Physical characteristics
- Source: 35°41′31″N 76°10′20″E﻿ / ﻿35.691982°N 76.172345°E
- • location: Baltoro Glacier and Biafo Glacier, Shigar
- • elevation: 3,620 m (11,880 ft)
- Mouth: 35°39′20″N 75°29′09″E﻿ / ﻿35.655482°N 75.485771°E
- • location: Basha Basna River to form Shigar River at Tigstun, Shigar
- • elevation: 2,330 m (7,640 ft)
- Length: 78 km (48 mi)
- • average: 265 m^{3}/s (9,400 cu ft/s)

= Braldu River =

River in Pakistan

The Braldu River (བྲཱལྡུ་ཙང་པོ།; ) flows in the Shigar District of Gilgit Baltistan in Pakistan. The Braldu and Basha Basna rivers join to form the Shigar River, which is a tributary of the Indus River.

== Geography ==
The Braldu River is a 78 km long river, that originates from the Baltoro Glacier and flows 25 km to the west where it receives melt waters from the Biafo Glacier. The Baltoro Glacier and the Biafo Glacier are among the largest glaciers outside the polar regions. The Baltoro Glacier gives rise to the four Eight-thousanders mountain peaks, among them is the K2 8611 m, the second highest mountain peak of the world. The Biafo Glacier holds the Snow Lake, which is a 61-mile (100 km) river of ice, it is among the world's longest continuous glacier systems outside of the polar regions.
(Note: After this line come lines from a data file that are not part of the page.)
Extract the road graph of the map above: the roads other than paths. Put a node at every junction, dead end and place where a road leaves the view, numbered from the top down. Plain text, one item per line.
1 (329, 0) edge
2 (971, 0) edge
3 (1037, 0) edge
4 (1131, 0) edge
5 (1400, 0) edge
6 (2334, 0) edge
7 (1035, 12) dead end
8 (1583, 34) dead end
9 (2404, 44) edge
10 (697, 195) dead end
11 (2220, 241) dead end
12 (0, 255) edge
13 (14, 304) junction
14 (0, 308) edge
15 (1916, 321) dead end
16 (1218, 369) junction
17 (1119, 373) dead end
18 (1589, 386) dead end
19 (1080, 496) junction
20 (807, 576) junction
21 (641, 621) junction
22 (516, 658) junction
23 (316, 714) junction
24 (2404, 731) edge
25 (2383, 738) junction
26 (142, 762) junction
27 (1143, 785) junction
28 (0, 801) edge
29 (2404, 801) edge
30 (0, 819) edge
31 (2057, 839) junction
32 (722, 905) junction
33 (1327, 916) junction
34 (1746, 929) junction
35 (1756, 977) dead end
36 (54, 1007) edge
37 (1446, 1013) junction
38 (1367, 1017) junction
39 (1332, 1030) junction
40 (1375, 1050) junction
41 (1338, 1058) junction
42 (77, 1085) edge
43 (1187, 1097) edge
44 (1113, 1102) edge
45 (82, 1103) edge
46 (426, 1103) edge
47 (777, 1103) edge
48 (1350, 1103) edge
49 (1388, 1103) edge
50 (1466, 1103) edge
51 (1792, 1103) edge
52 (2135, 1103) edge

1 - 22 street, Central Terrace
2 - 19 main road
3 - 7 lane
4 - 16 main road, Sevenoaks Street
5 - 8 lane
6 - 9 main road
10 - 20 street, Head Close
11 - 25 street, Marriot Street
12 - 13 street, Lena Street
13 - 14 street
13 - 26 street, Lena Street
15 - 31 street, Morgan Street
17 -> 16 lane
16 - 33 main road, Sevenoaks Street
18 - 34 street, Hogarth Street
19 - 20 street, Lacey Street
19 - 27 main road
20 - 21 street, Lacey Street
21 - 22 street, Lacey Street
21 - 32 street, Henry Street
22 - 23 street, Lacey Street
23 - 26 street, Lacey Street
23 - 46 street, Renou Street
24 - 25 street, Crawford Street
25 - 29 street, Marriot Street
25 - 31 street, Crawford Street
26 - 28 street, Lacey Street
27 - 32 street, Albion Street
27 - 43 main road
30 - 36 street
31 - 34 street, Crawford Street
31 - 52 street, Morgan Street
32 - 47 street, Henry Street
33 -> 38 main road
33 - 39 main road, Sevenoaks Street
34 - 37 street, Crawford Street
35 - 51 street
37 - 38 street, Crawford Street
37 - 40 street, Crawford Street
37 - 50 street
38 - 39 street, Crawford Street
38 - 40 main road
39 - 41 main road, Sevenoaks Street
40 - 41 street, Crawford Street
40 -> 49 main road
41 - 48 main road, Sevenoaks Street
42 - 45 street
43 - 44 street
The Braldu River flows almost eastwards, entirely in the Shigar District of Baltistan and forms the Braldu Valley. The most remote settlement in the valley is the village of Askole, situated at the right bank of the Braldu River. Askole serves as the base camp for mountaineering expeditions and trekking to the various glaciers in the Karakoram Range. Many glacier-fed streams join the Braldu River in the Braldu Valley.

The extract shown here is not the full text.